■ EXERCISE AIM
Below is a listing; print exactly its lines from the one containing "ring mcp: (812, 660)" down to the one containing "pinky pip: (1093, 718)", both inclusive, with every picture left out.

----- THE INPUT

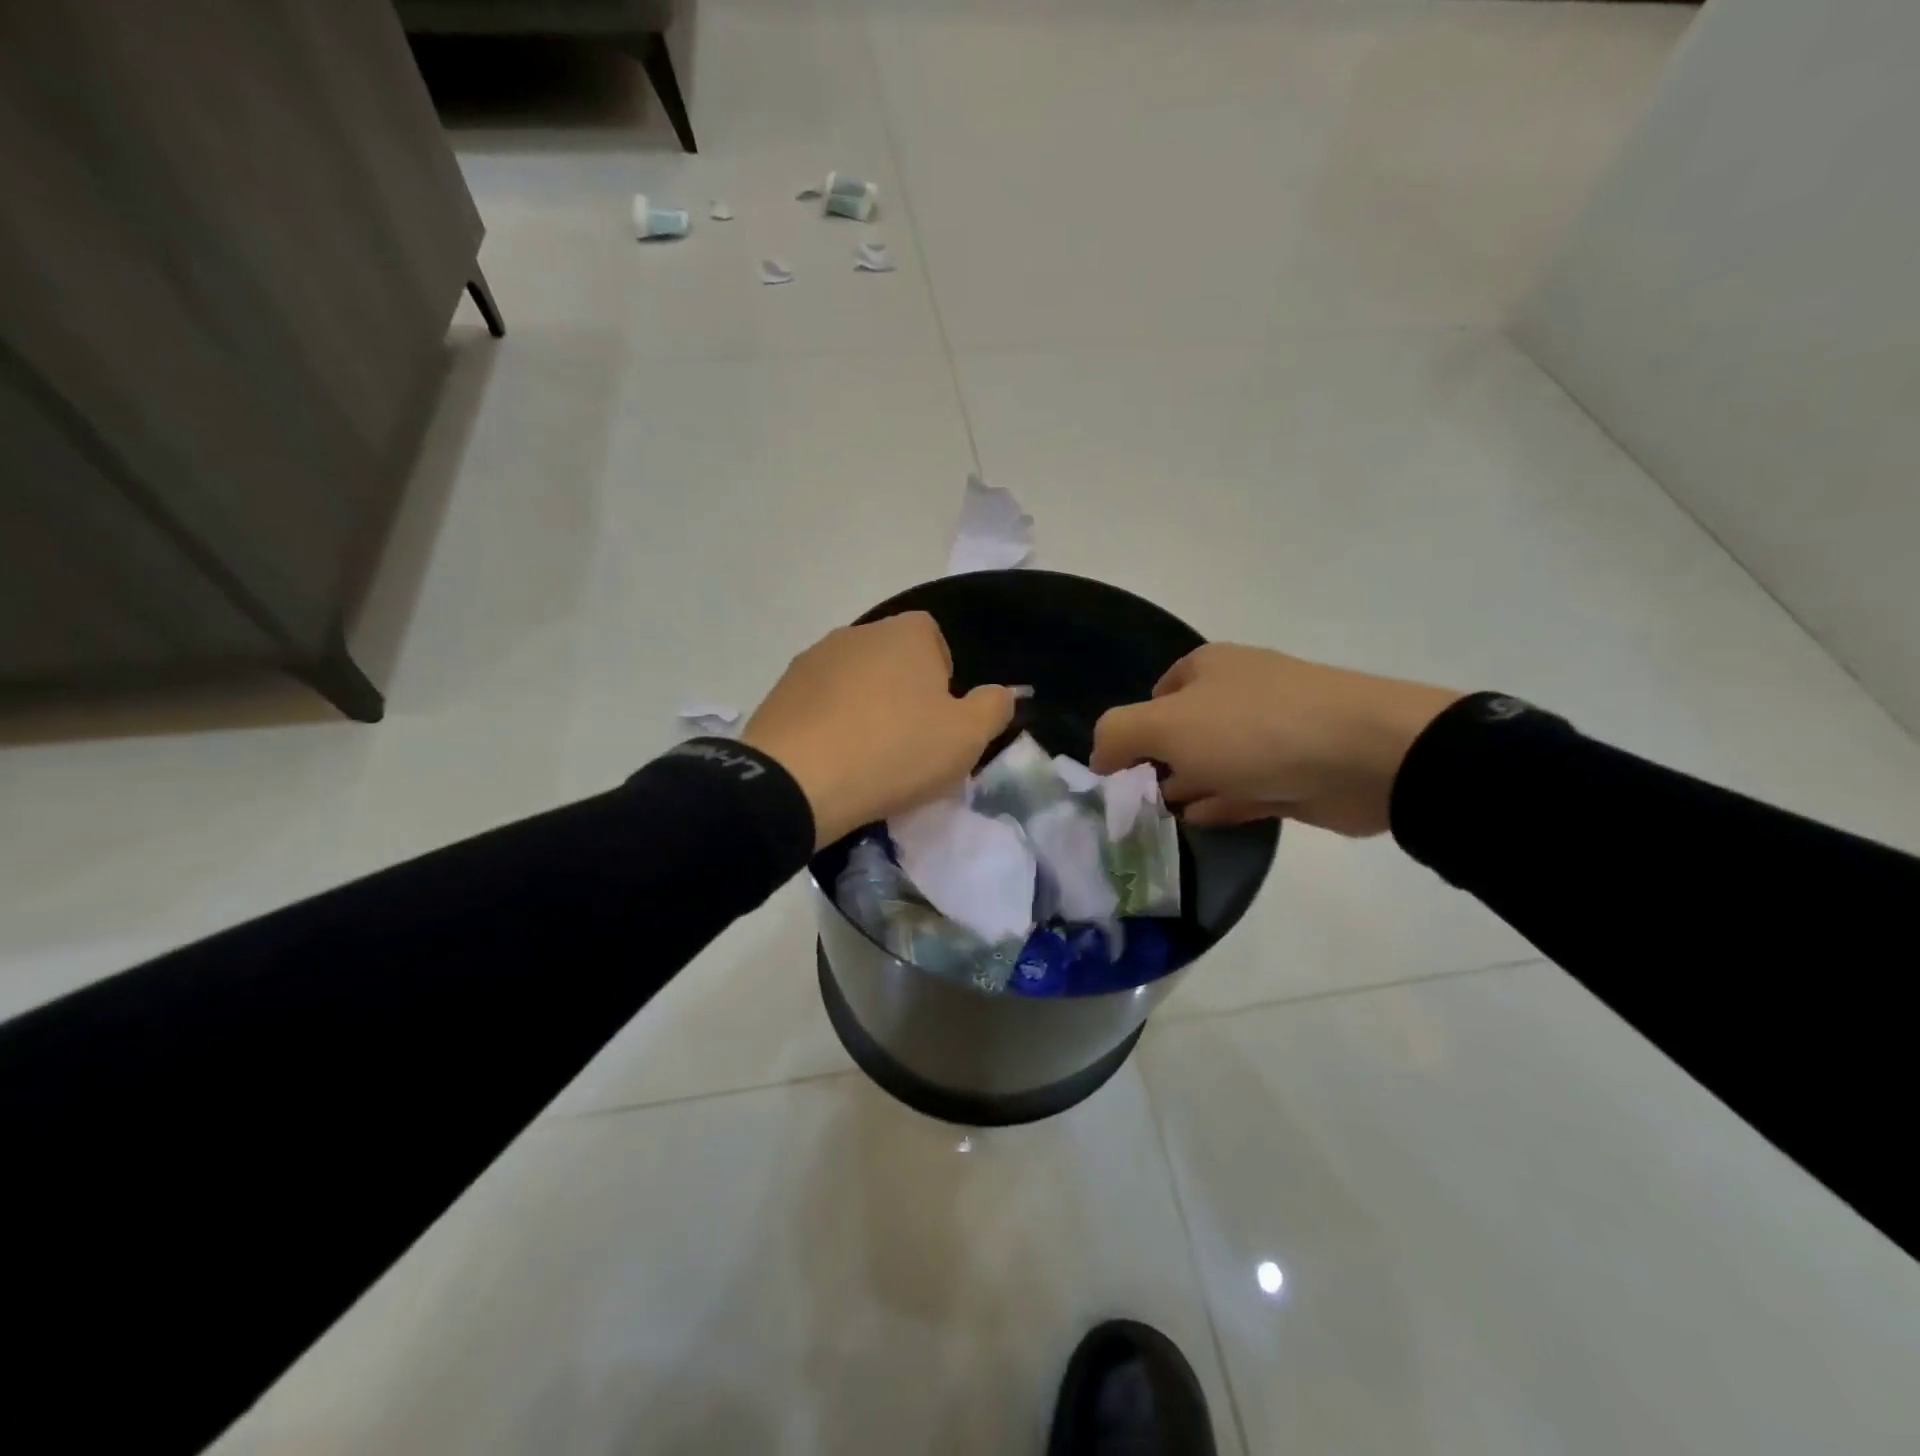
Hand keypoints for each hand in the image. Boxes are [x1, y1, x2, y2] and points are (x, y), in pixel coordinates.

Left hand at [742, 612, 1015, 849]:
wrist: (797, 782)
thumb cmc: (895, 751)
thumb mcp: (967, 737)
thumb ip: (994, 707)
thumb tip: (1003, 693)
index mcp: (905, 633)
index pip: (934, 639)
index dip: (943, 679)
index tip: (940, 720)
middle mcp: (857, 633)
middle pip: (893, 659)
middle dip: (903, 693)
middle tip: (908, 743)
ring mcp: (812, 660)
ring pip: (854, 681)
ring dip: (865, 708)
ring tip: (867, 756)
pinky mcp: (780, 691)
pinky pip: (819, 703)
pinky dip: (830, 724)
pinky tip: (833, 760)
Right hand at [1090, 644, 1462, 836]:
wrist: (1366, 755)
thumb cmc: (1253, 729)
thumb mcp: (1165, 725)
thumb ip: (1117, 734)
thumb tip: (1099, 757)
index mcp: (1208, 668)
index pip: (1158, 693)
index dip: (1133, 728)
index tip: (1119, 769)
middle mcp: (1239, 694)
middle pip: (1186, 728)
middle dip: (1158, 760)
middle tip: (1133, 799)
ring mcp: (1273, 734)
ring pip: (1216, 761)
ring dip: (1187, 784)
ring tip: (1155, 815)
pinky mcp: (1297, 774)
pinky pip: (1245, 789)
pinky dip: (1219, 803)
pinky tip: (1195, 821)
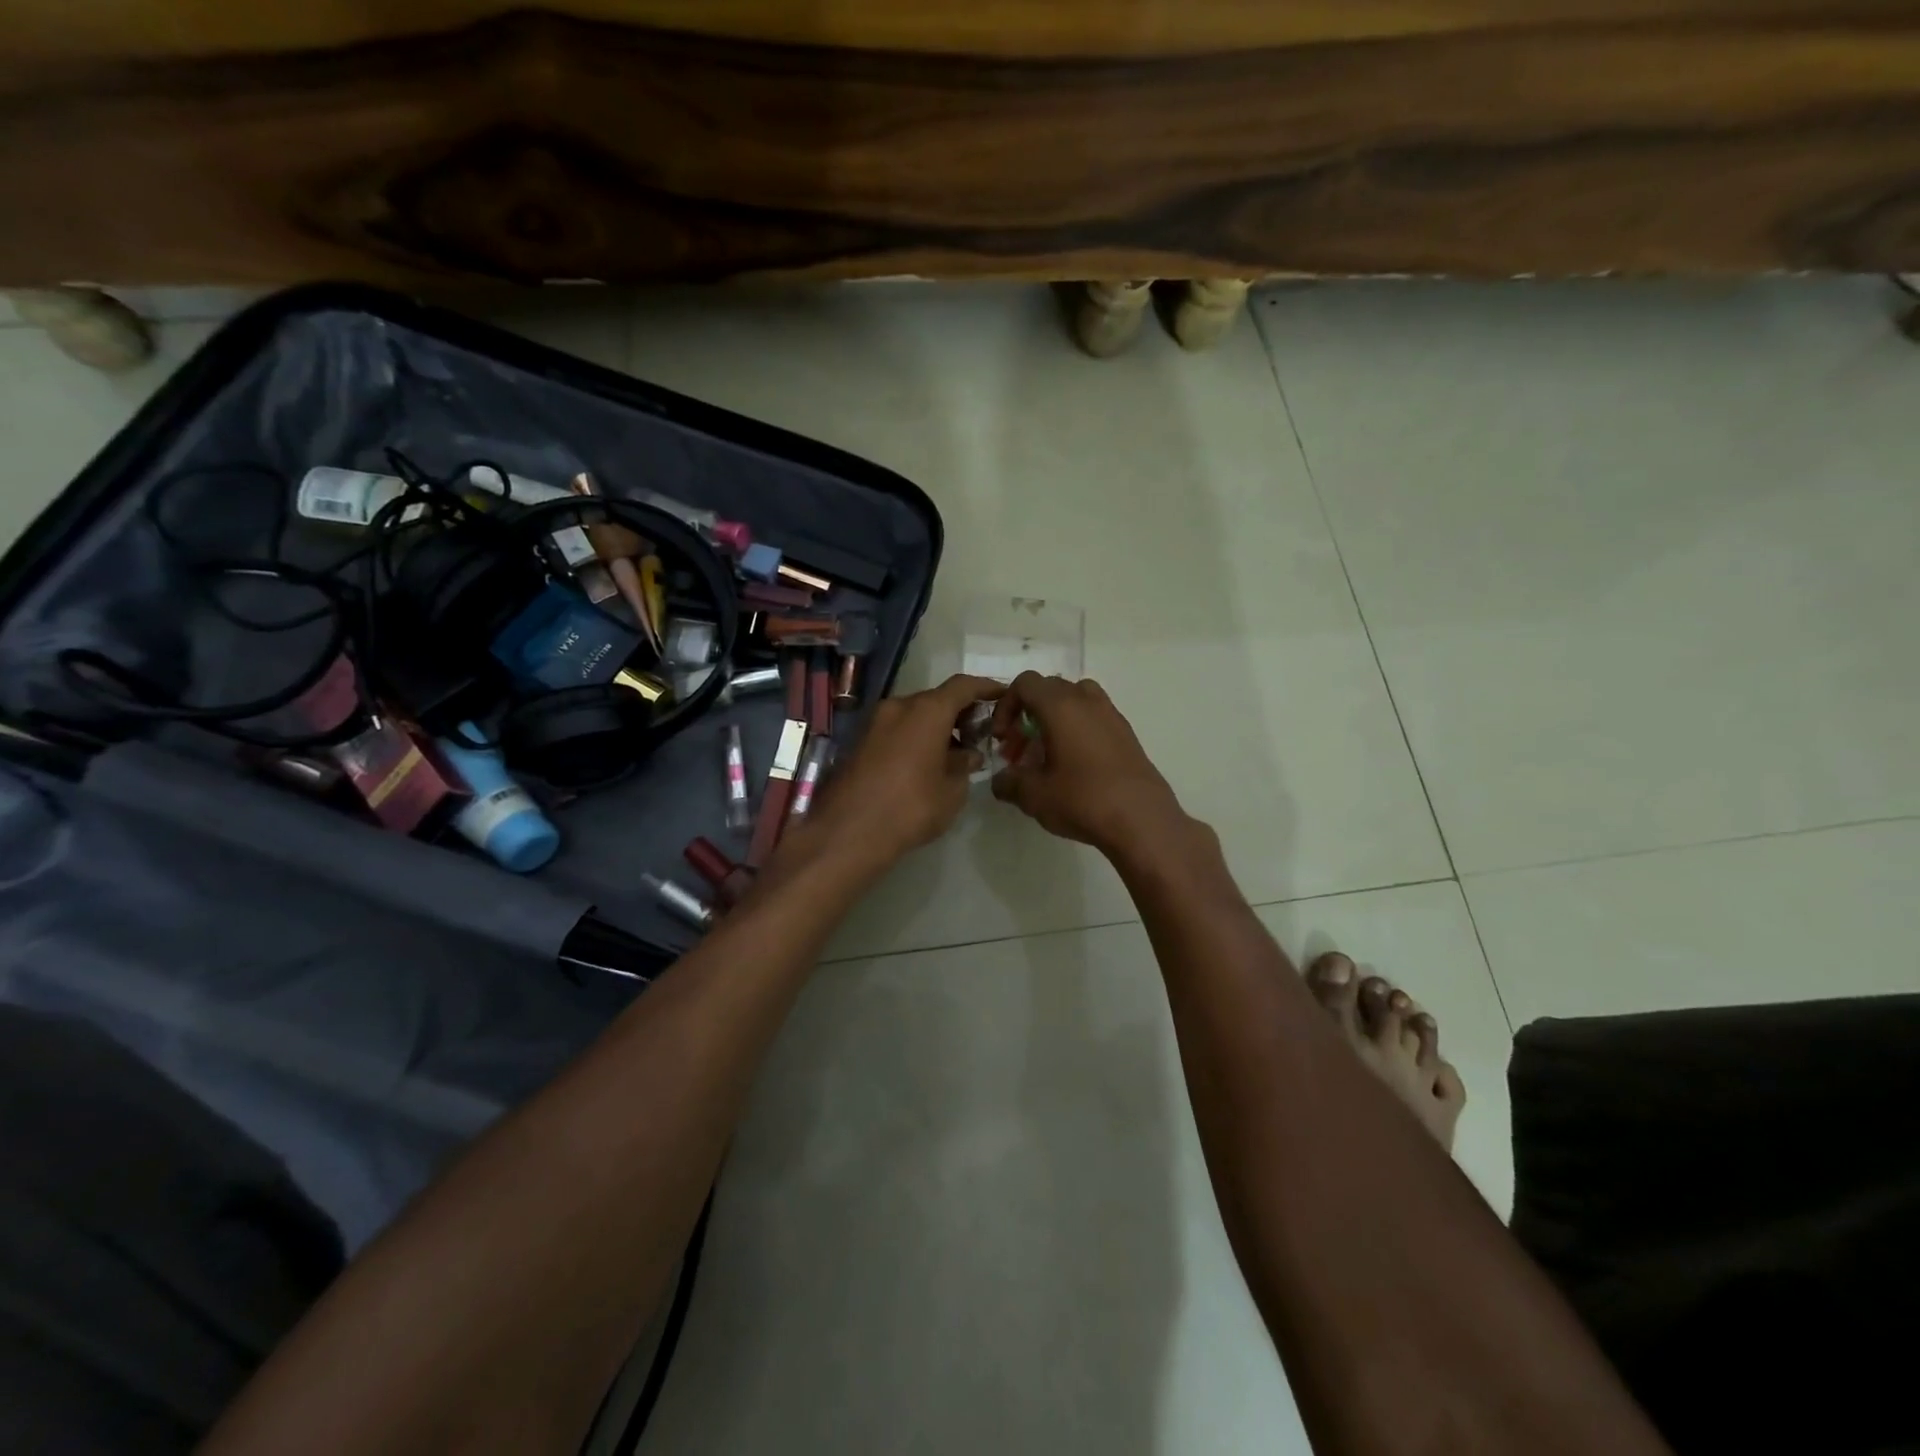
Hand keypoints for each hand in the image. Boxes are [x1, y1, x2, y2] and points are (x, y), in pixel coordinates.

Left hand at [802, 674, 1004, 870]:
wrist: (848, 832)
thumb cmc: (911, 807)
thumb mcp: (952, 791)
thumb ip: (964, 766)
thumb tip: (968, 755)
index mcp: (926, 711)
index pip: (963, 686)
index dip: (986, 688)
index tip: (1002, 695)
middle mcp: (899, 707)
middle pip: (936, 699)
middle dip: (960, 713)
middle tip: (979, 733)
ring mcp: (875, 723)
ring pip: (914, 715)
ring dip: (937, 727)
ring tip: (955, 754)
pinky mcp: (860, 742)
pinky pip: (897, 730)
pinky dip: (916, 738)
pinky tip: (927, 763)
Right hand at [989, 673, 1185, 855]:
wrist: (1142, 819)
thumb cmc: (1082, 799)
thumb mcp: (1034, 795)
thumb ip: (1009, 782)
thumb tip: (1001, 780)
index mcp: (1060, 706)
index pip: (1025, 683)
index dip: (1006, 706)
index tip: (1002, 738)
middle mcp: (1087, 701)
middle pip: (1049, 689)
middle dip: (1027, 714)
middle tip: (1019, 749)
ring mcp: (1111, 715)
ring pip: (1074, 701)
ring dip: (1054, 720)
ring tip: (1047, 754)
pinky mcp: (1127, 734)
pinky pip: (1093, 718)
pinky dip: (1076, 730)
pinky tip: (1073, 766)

----------

■ SOLUTION TO THIS TASK
ring mcp: (812, 660)
ring pip: (854, 681)
ring dip: (865, 708)
ring tip: (867, 756)
pinky mcp: (780, 691)
pinky pip: (819, 703)
pinky dip: (830, 724)
pinky tip: (833, 760)
Right hand at [1090, 644, 1462, 836]:
wrist: (1366, 755)
thumb cmc: (1253, 729)
thumb mcp: (1165, 725)
thumb ip: (1117, 734)
thumb tip: (1099, 757)
index mcp: (1208, 668)
index pip: (1158, 693)
index dip: (1133, 728)
index tip: (1119, 769)
middle mcp: (1239, 694)
middle pip: (1186, 728)
middle dip: (1158, 760)
middle tip: (1133, 799)
ring mcp: (1273, 734)
ring pip: (1216, 761)
ring dip: (1187, 784)
ring tip: (1155, 815)
pinky mcp: (1297, 774)
pinky pip: (1245, 789)
pinky dip: (1219, 803)
pinky tip: (1195, 821)
Hand keypoints for each hand in the image. Boxes are [x1, y1, x2, y2] and points are (x, y), in pixel coordinates.

Left hand at [802, 674, 1004, 870]:
wrist: (848, 832)
thumb cmc: (911, 807)
thumb mcp: (952, 791)
thumb ip: (964, 766)
thumb tip: (968, 755)
index mcp: (926, 711)
index pip: (963, 686)
index dip: (986, 688)
index tip: (1002, 695)
middle mcp: (899, 707)
middle pip: (936, 699)
middle dip: (960, 713)
middle tip: (979, 733)
ring mcp: (875, 723)
ring pip: (914, 715)
ring dip: (937, 727)
ring tip: (955, 754)
pinky mcp: (860, 742)
pinky pip: (897, 730)
pinky dip: (916, 738)
pinky tip: (927, 763)
Right hand at [989, 673, 1185, 855]:
wrist: (1142, 819)
thumb cmc: (1082, 799)
thumb mcp: (1034, 795)
thumb ip: (1009, 782)
thumb tip: (1001, 780)
index mcp: (1060, 706)
index pip: (1025, 683)
index dip: (1006, 706)
index tip: (1002, 738)
middle mcp: (1087, 701)
middle pip: (1049, 689)
middle dip: (1027, 714)
middle tip: (1019, 749)
ring mcp: (1111, 715)
ring pip: (1074, 701)
ring dip: (1054, 720)
ring tip: (1047, 754)
pinky mcp: (1127, 734)
pinky pip: (1093, 718)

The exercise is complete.